TITLE: The Past is Red
AUTHOR: Catherynne M. Valente
160 pages, TorDotCom Publishing, ISBN 9781250301130 (hardcover, also in e-book and audio)
DESCRIPTION: (from the Goodreads page): The future is blue. Endless blue...except for a few small places that float across the hot, drowned world left behind by long-gone fossil fuel-guzzlers. One of those patches is a magical place called Garbagetown.
Tetley Abednego is the most beloved girl in Garbagetown, but she's the only one who knows it. She's the only one who knows a lot of things: that Garbagetown is the most wonderful place in the world, that it's full of hope, that you can love someone and 66% hate them all at the same time.
But Earth is a terrible mess, hope is a fragile thing, and a lot of people are very angry with her. Then Tetley discovers a new friend, a terrible secret, and more to her world than she ever expected.
MY RATING: 4 out of 5 stars
MY THOUGHTS: In The Past is Red, Catherynne M. Valente’s novella-length expansion of her short story “The Future is Blue,” Tetley Abednego navigates life as the most hated girl (and later, woman) in Garbagetown with a combination of complacency and curiosity. Tetley’s first-person narration is engaging, reminding me of the way older people who are not accustomed to visitors will enthusiastically share their life story. Words and scenes come out in a rush of lush detail interspersed with moments of deep introspection or pain or longing for what has been lost.

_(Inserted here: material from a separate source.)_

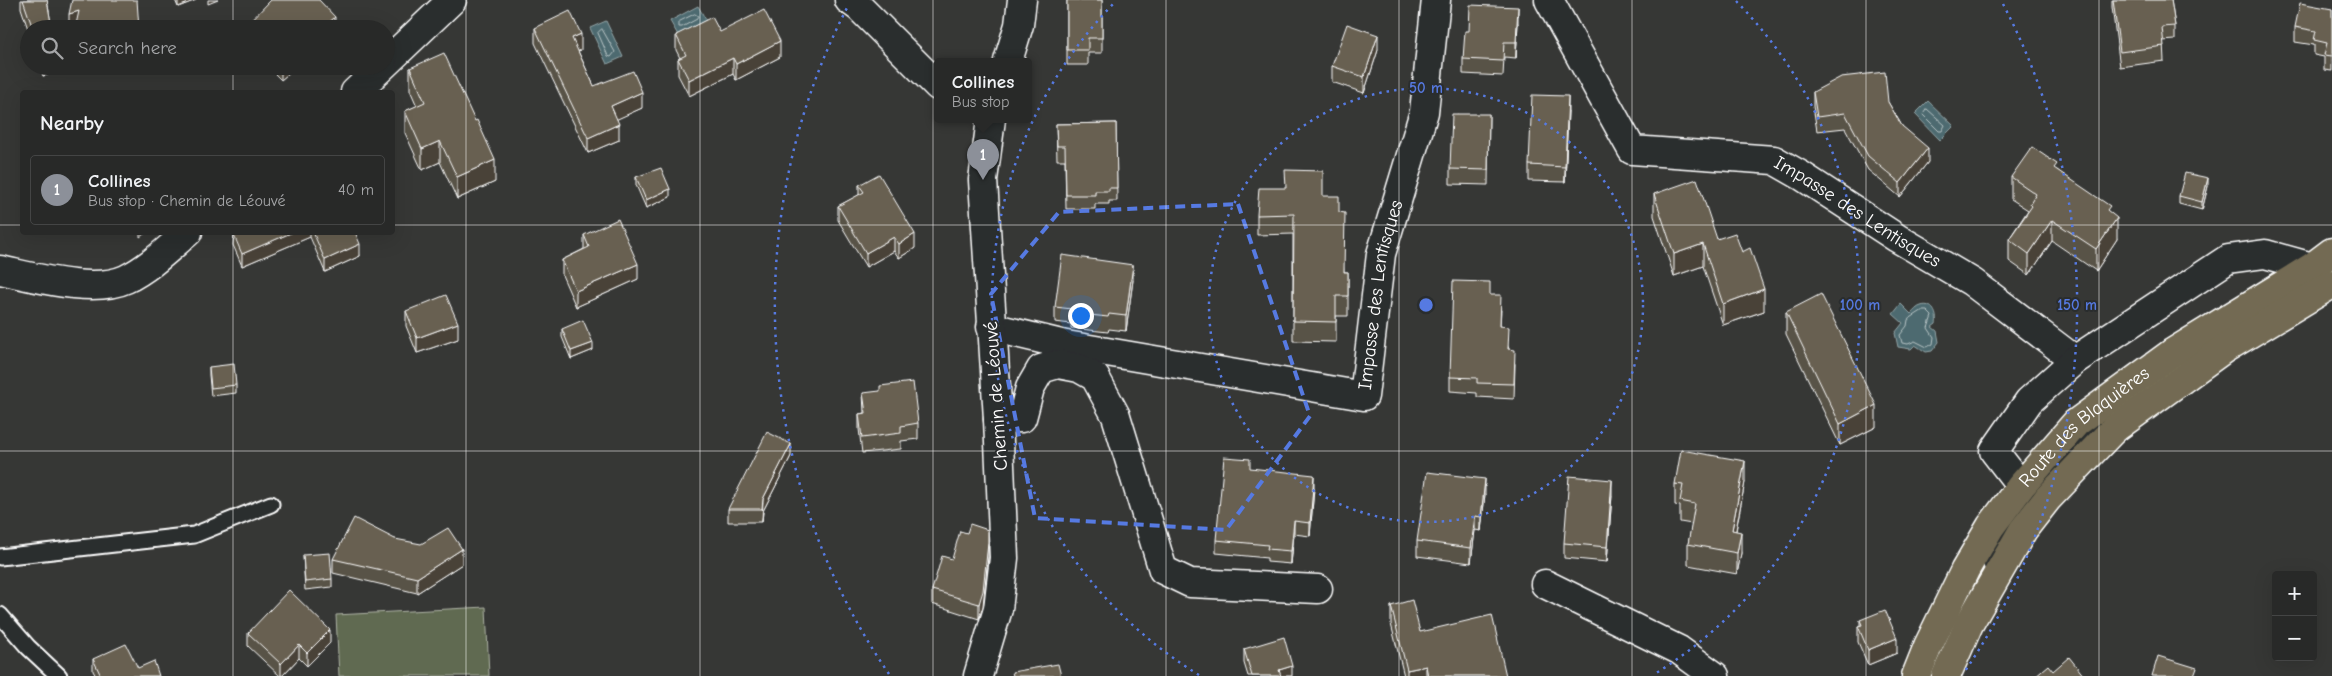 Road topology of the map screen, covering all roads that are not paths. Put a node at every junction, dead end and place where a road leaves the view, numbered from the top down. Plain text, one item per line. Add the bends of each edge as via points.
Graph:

Tetley does not waste time or energy on longing for what was lost in the collapse of civilization precipitated by the rising of ocean levels – she and her contemporaries call those who lived before the rising waters “fuckwits” and blame them what happened to the world. And yet, as the novel goes on, it becomes apparent that some things are ingrained in human nature and will never change. Regardless, there’s a certain amount of curiosity about life pre-flood evident in the details Tetley shares, such as when she discovers a long-lost award for “best wife.” She may not be able to mourn a world she never knew, having been born a generation or more after everything flooded, but she can certainly express interest in it while she describes the world she actually inhabits.
The fact that Tetley exists as a social outcast in her own world colors the way she describes it. She tells us several times that Garbagetown – the former Pacific Ocean floating garbage patch that has solidified enough that people can live on it – is the most beautiful place on the Earth. I can’t help but feel her outcast status infuses her opinion with a certain amount of nostalgia for something that never really was. The first arrivals on the patch sorted the trash to create districts (“Candle Town,” “Electric City,” “Aluminumopolis,” and so on) that have become somewhat rigid and codified and even judgmental of each other. Cycles of “haves and have-nots” repeat even in places where people have truly little.
The first half of the novella is comprised of the original short story, which I had never read, and introduces us to Tetley, her estranged family, her first love, and the society around her. We never get to see the event that turned her into the most hated girl in Garbagetown, but we do get to see the aftermath and her on-going punishment. Valente doesn’t spell out the worst of it, but plenty of violence is done unto Tetley throughout the first half of the book – violence she must accept humbly, and which someday could result in her death. It’s a tough dichotomy to get used to – Tetley’s clearly enthusiastic personality and the way she draws into herself when she gets visitors, not knowing what will happen and if this will be the time they kill her.
The second half of the novella is narrated from a later vantage point in Tetley’s life. Her enthusiasm for telling her story is still the same, but she’s learned more about the world outside of Garbagetown and has a new place to live. This expansion of what she (and therefore we) knows allows the story to breath and prevents it from becoming repetitive. It also allows a peak into Tetley’s dreams. Valente allows Tetley to mislead us a couple of times, describing what she wishes would have happened before telling us what really did. I don’t think this quite makes her an unreliable narrator, but it did make me question some of the narrative – which I think was the author’s intent. Tetley is still convinced that what she did, while devastating to her fellow citizens, was the right thing to do to save them from a worse fate. Nothing in the book directly contradicts this belief, but when Tetley is faced with making a similar choice will she decide the price she’s already paid is worth making people hate her all over again?
The Past is Red is more than just a look at the world post-climate-change. It’s a rumination on acceptance, complacency, curiosity, and the ways in which knowledge can be freeing or can be a burden.
I received an Advance Reading Copy from the publisher via NetGalley in exchange for an honest review. THE PAST IS RED will be published on July 20, 2021.